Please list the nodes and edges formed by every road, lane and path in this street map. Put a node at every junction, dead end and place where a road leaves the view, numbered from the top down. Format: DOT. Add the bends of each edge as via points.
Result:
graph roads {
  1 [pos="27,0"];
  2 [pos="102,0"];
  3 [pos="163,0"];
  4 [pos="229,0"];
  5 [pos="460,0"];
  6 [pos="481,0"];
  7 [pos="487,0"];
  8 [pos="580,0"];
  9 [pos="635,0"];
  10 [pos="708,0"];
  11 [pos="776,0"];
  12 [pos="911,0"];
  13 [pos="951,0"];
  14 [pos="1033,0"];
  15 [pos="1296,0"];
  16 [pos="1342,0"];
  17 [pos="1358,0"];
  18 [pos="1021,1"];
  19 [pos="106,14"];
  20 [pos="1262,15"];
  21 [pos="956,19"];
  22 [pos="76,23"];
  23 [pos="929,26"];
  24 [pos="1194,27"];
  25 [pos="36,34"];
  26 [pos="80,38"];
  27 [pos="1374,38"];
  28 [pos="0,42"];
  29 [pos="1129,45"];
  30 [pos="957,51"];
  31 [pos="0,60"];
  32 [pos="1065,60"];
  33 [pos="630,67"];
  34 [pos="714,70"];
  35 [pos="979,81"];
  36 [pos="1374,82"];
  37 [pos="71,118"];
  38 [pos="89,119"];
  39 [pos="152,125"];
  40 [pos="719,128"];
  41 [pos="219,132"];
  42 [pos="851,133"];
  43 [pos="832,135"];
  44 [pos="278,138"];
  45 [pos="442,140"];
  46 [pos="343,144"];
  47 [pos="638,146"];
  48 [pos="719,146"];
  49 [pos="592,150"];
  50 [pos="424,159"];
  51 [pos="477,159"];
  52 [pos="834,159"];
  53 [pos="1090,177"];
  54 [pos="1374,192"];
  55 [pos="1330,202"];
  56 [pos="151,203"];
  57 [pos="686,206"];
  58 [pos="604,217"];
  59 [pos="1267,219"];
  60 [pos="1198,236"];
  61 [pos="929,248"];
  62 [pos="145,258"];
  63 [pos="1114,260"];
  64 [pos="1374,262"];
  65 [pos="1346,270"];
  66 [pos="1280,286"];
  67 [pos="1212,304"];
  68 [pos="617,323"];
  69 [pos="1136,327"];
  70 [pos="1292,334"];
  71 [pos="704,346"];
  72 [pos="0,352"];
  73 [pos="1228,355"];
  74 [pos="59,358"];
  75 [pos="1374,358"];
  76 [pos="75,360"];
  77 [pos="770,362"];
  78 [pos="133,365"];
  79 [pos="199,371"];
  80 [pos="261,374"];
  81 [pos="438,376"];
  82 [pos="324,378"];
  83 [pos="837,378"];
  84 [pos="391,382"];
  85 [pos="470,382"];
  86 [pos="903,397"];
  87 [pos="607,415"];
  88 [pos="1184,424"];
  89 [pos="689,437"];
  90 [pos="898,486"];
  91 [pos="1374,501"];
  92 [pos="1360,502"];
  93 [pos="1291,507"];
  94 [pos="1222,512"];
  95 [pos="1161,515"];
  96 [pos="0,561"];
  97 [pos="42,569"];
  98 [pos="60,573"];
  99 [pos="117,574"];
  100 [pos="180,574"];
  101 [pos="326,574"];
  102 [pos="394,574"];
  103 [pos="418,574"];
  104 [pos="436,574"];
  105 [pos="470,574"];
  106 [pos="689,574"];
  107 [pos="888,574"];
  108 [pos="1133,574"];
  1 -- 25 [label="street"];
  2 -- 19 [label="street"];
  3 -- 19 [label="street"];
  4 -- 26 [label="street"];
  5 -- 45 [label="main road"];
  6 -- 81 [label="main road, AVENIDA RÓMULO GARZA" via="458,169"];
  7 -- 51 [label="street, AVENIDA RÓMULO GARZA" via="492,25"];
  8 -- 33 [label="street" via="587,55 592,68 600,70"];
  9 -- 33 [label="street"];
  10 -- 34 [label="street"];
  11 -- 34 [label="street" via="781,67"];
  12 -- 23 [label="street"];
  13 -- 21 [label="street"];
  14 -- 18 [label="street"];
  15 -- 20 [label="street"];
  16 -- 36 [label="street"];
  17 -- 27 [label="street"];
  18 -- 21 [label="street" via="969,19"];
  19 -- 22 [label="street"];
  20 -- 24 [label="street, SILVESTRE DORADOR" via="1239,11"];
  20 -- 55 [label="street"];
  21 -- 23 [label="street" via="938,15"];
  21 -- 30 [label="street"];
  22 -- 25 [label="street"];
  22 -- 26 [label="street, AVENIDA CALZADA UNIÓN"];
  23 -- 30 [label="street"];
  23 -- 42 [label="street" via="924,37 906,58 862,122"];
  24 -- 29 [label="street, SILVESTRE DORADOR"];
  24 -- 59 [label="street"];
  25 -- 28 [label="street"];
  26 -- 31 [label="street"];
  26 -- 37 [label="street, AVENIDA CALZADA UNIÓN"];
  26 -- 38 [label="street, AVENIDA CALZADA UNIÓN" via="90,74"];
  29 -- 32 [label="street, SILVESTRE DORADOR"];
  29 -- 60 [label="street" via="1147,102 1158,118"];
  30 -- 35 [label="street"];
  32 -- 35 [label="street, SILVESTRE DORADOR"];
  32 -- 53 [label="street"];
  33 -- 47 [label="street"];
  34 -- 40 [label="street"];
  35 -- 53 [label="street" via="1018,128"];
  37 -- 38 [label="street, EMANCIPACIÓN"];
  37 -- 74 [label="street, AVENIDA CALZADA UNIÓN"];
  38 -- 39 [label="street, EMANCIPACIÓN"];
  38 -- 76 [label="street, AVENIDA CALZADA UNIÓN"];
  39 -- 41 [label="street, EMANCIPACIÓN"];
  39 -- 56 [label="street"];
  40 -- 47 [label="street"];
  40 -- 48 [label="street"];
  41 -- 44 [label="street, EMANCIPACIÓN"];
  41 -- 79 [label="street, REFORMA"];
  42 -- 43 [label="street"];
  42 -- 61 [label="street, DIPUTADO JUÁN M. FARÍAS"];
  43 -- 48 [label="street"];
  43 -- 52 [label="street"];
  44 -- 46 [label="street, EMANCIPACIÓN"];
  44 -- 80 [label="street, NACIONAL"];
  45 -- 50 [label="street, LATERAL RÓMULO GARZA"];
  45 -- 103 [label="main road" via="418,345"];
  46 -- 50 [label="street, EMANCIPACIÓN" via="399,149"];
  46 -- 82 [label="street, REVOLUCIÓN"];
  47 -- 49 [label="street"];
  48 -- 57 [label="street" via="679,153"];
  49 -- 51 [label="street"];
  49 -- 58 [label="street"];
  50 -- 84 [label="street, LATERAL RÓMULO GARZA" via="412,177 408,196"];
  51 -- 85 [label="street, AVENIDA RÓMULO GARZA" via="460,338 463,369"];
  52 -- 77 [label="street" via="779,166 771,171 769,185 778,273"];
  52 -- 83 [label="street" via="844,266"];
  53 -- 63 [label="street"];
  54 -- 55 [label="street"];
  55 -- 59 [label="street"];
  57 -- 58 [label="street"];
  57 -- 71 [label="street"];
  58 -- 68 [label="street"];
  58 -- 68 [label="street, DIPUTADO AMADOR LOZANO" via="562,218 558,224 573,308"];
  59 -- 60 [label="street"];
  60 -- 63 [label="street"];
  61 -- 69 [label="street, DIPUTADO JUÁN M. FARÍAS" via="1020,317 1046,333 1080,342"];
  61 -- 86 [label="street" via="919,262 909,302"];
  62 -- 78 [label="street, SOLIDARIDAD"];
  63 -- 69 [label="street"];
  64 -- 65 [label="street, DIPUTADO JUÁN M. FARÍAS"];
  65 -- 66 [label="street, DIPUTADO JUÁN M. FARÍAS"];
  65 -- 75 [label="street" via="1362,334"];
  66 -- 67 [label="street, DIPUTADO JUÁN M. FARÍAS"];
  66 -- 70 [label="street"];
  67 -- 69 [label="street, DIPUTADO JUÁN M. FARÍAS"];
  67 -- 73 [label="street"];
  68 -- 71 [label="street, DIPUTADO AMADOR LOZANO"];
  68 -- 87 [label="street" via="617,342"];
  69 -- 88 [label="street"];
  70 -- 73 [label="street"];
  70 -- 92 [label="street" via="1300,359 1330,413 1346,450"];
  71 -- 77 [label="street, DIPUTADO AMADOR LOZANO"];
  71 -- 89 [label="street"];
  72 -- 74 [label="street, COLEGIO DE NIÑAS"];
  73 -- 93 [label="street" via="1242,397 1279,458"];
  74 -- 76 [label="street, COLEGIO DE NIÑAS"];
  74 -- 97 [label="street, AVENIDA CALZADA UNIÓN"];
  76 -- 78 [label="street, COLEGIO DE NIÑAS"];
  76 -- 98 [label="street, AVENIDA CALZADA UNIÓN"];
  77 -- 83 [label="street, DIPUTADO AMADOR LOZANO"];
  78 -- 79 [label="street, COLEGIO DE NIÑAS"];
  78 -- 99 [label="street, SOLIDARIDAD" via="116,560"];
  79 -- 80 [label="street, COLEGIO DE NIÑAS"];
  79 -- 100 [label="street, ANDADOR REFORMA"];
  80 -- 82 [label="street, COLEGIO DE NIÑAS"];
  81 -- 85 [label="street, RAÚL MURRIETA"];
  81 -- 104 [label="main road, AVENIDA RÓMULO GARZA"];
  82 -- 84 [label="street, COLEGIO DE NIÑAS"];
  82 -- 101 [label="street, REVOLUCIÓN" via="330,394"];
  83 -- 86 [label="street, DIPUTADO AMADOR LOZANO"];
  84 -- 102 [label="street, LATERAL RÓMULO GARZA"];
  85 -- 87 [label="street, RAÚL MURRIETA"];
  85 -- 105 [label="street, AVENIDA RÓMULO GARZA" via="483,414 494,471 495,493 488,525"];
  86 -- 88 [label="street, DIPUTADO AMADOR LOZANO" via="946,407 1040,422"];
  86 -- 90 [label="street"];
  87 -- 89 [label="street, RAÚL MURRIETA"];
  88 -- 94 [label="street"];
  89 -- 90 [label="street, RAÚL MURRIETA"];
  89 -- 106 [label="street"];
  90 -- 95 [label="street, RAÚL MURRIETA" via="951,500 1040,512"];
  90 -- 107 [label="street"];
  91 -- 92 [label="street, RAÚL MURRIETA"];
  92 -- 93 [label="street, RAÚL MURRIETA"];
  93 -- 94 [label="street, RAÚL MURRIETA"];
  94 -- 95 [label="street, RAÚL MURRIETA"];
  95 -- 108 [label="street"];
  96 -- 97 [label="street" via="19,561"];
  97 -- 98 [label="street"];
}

◆ ◆ ◆ ◆ ◆

**WHAT YOU NEED TO DO**
Show each line in the listing above that has "RAÚL".

**TASK ANSWER**
  81 -- 85 [label="street, RAÚL MURRIETA"];
  85 -- 87 [label="street, RAÚL MURRIETA"];
  87 -- 89 [label="street, RAÚL MURRIETA"];
  89 -- 90 [label="street, RAÚL MURRIETA"];
  90 -- 95 [label="street, RAÚL MURRIETA" via="951,500 1040,512"];
  91 -- 92 [label="street, RAÚL MURRIETA"];
  92 -- 93 [label="street, RAÚL MURRIETA"];
  93 -- 94 [label="street, RAÚL MURRIETA"];
  94 -- 95 [label="street, RAÚL MURRIETA"];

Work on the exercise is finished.